The company serves all six Class I railroads, many regional and short line railroads as well as various rail-served industries. These operations encompass an array of services, including: railroad construction, short line railroad operations, industrial switching services, emergency response, track material logistics, distribution centers, signal design and construction, and an excursion dinner train.

==History==

===20th century===
R. J. Corman Railroad Construction was founded in 1973, by Richard J. Corman. In 1983, R. J. Corman Derailment Services was founded and opened its first division in Columbus, Ohio.
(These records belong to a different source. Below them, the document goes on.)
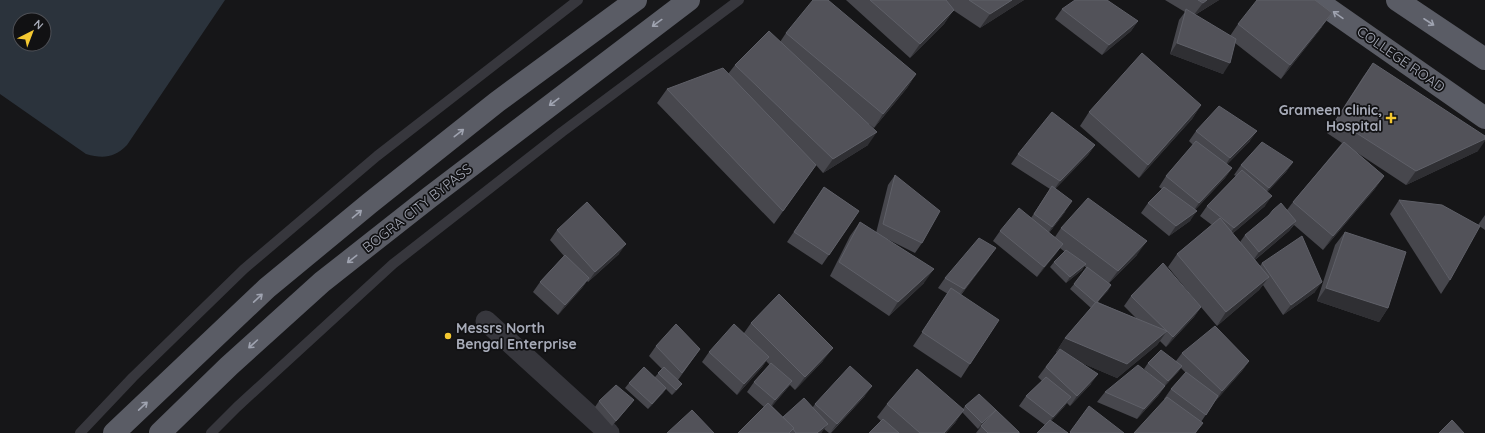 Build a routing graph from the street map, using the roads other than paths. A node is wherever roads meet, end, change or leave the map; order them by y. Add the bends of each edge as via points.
1 (578, 0) edge
2 (636, 0) edge
3 (689, 0) edge
4 (739, 0) edge
5 (1316, 0) edge
6 (1397, 0) edge
7 (1485, 59) edge
8 (1485, 118) edge
9 (486, 321) dead end
10 (80, 433) edge
11 (114, 433) edge
12 (160, 433) edge
13 (211, 433) edge
14 (609, 433) edge

1 - 10 lane via 377,156 244,269 133,377
11 -> 2 highway via 268,288 358,213 497,102
3 -> 12 highway, BOGRA CITY BYPASS via 322,282
4 - 13 lane via 562,132 393,264
8 -> 5 highway, COLLEGE ROAD
6 -> 7 highway
9 - 14 street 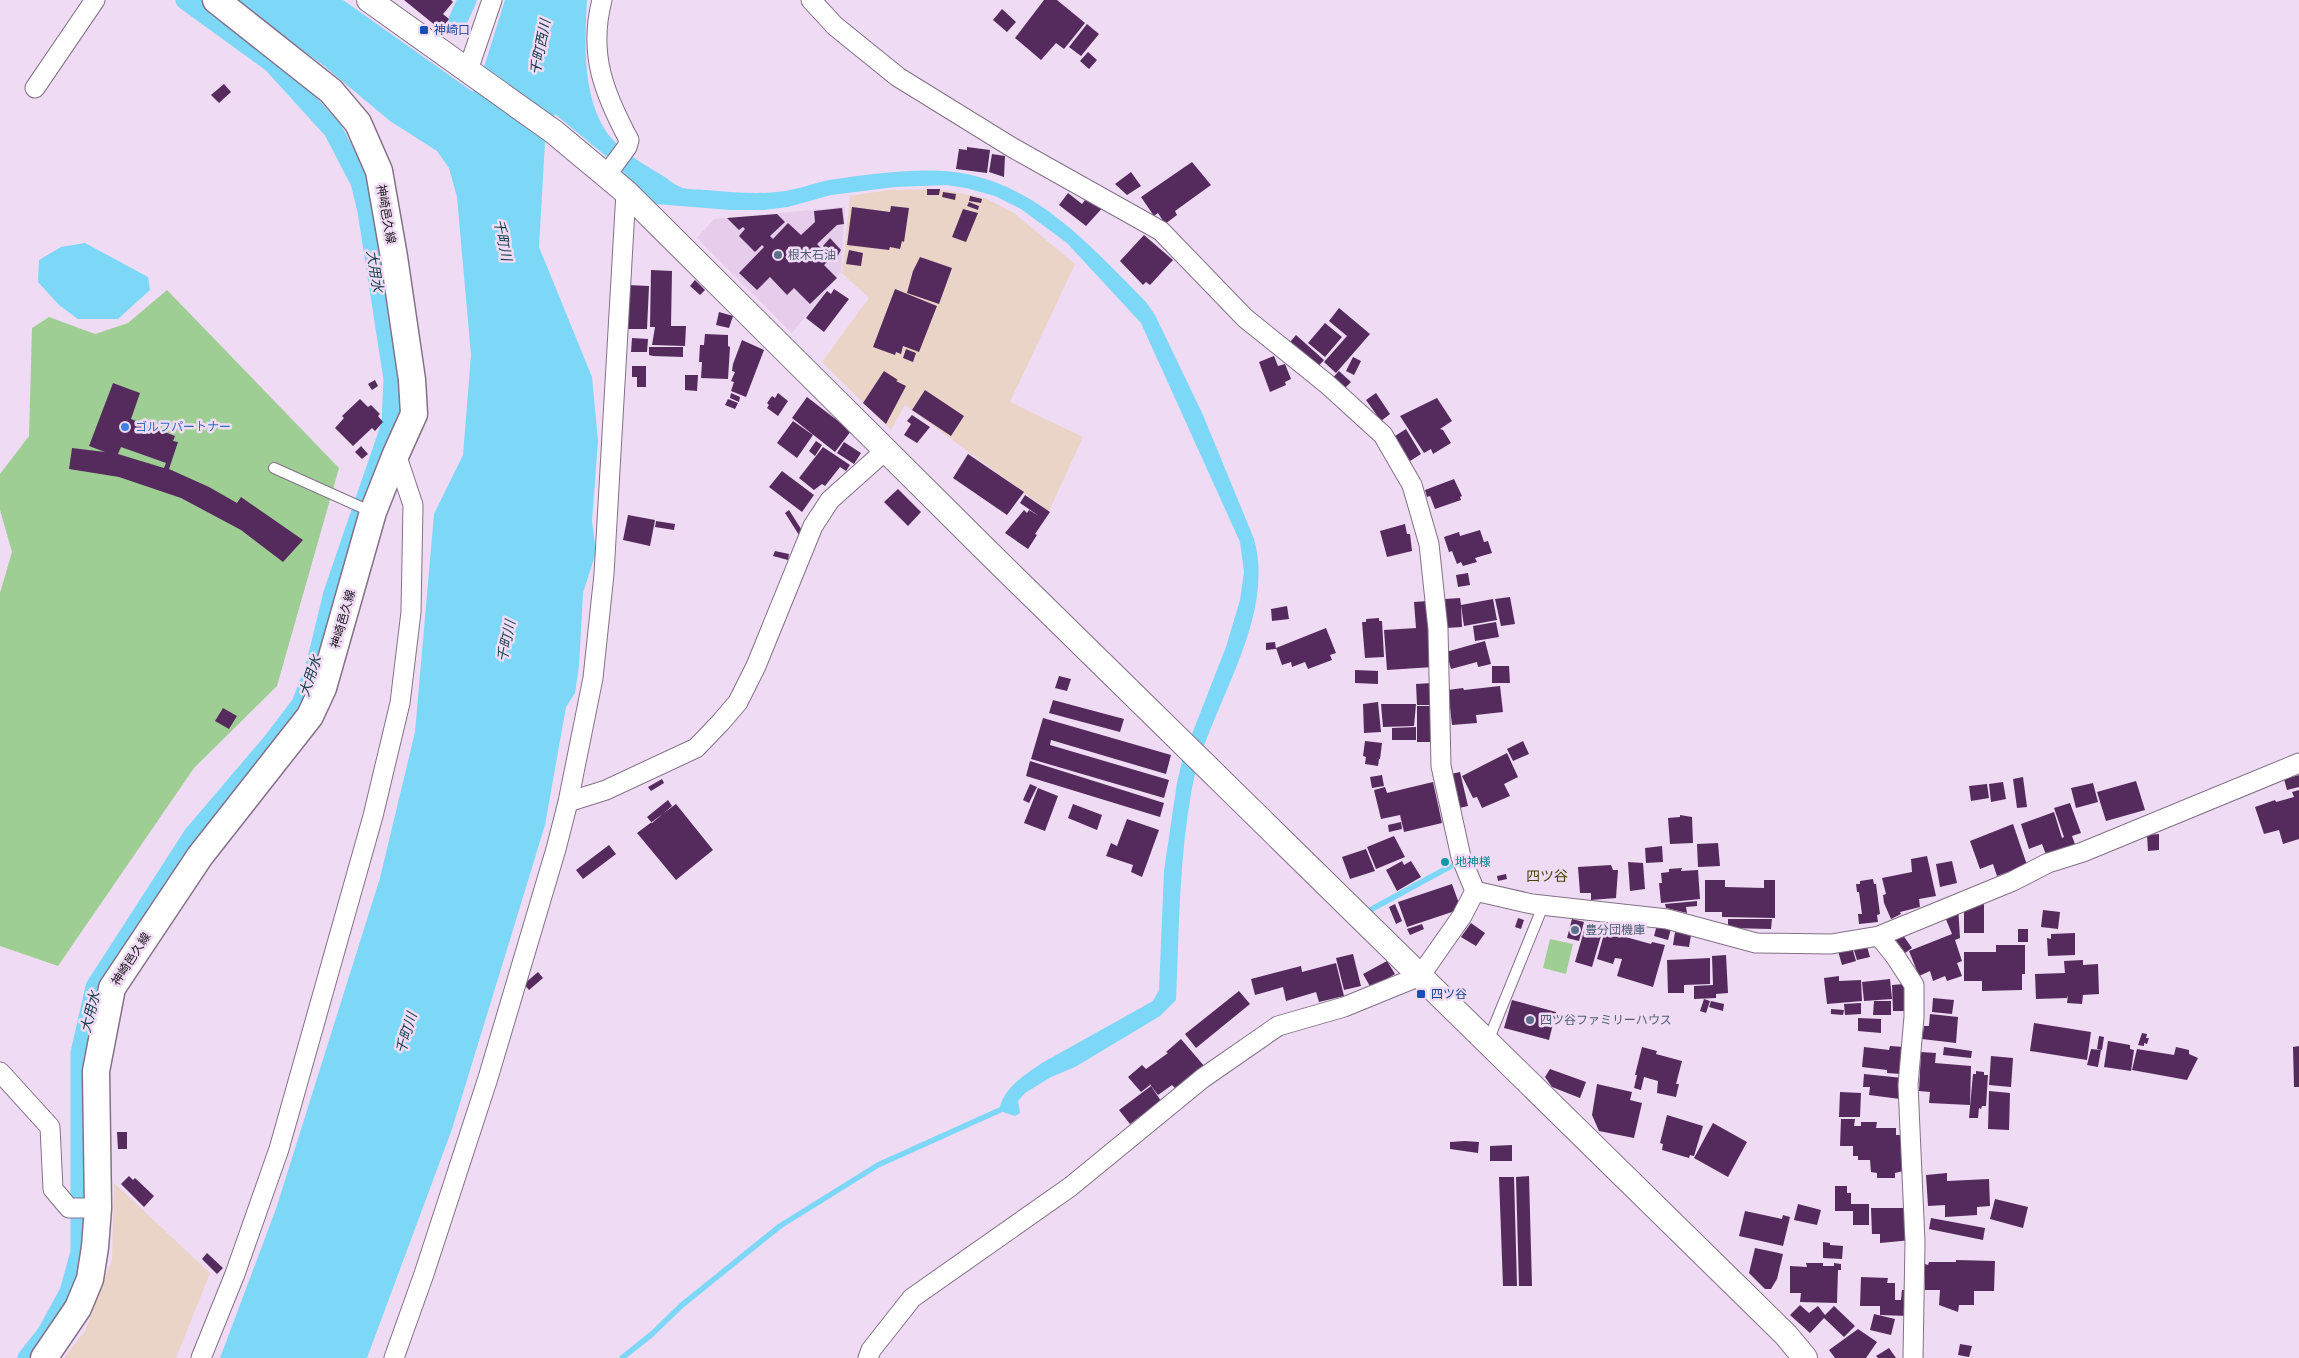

From 1997 to 2000, eight more Derailment Services divisions were opened across the Northeast and Midwest U.S.

The company's original headquarters, Jay Station, was completed and opened in Nicholasville, Kentucky. The property was dedicated to Rick's father, Jay Corman.

R. J. Corman began operating short line railroads in 1987, with the purchase of the Bardstown Line and the Memphis Line. The company continued to acquire and rehabilitate many lines throughout the 1990s. They've reopened many railbanked lines, and, in 2008, began work to reopen a fully-abandoned non-railbanked corridor in Pennsylvania to serve a new industrial park, landfill and quarry.

The Bardstown Line became home to My Old Kentucky Dinner Train, which made its inaugural run in 1989.

In 1990, R. J. Corman's first Distribution Center was opened in South Union, Kentucky.

R. J. Corman Material Sales began in 1994, after the company agreed to begin serving as Conrail's full-service track and rail material distributor.

===21st century===
In 2001, R. J. Corman launched its Railroad Switching company.

From 2003 to 2004, R. J. Corman's runway, Lucas Field, was constructed in Nicholasville, Kentucky. With that project's completion, R. J. Corman Aircraft Maintenance was launched.

R. J. Corman Railroad Group announced on June 18, 2009, that it had acquired the assets of Railpower Technologies Corp and its U.S. subsidiary, Railpower Hybrid Technologies.

Fortune Magazine released a feature story on Rick Corman, an American classic self-made success.

On April 1, 2013, R. J. Corman Signaling was formed and began operations.

Rick Corman died on August 23, 2013, after an 11-year battle with multiple myeloma.

==Lines owned==
R. J. Corman operates the following subsidiaries:
- R. J. Corman Railroad/Allentown Lines (Pennsylvania)
- R. J. Corman Railroad/Bardstown Line (Kentucky)
- R. J. Corman Railroad/Central Kentucky Lines (Kentucky)
- R. J. Corman Railroad/Carolina Lines (North and South Carolina)
- R. J. Corman Railroad/Cleveland Line (Ohio)
- R. J. Corman Railroad/Memphis Line (Kentucky and Tennessee)
- R. J. Corman Railroad/Pennsylvania Lines (Pennsylvania)
- R. J. Corman Railroad/Raleigh & Fayetteville Railroad (North Carolina)
- R. J. Corman Railroad/Tennessee Terminal (Mississippi and Tennessee)
- R .J. Corman Railroad/Texas Line (Texas)
- R. J. Corman Railroad/Western Ohio Line (Indiana and Ohio)
- R. J. Corman Railroad/West Virginia Line (West Virginia)
- Nashville and Eastern Railroad, Nashville & Western Railroad and Transit Solution Group; operations acquired by R.J. Corman in January, 2019
- Owego and Harford Railway, Lehigh Railway and Luzerne and Susquehanna Railway; agreement to acquire announced on August 19, 2020
- Knoxville & Cumberland Gap Railroad

==Services and operations==
R. J. Corman offers services such as: railroad construction, short line railroad operations, industrial switching services, emergency response, track material logistics, distribution centers, signal design and construction, and an excursion dinner train, My Old Kentucky Dinner Train.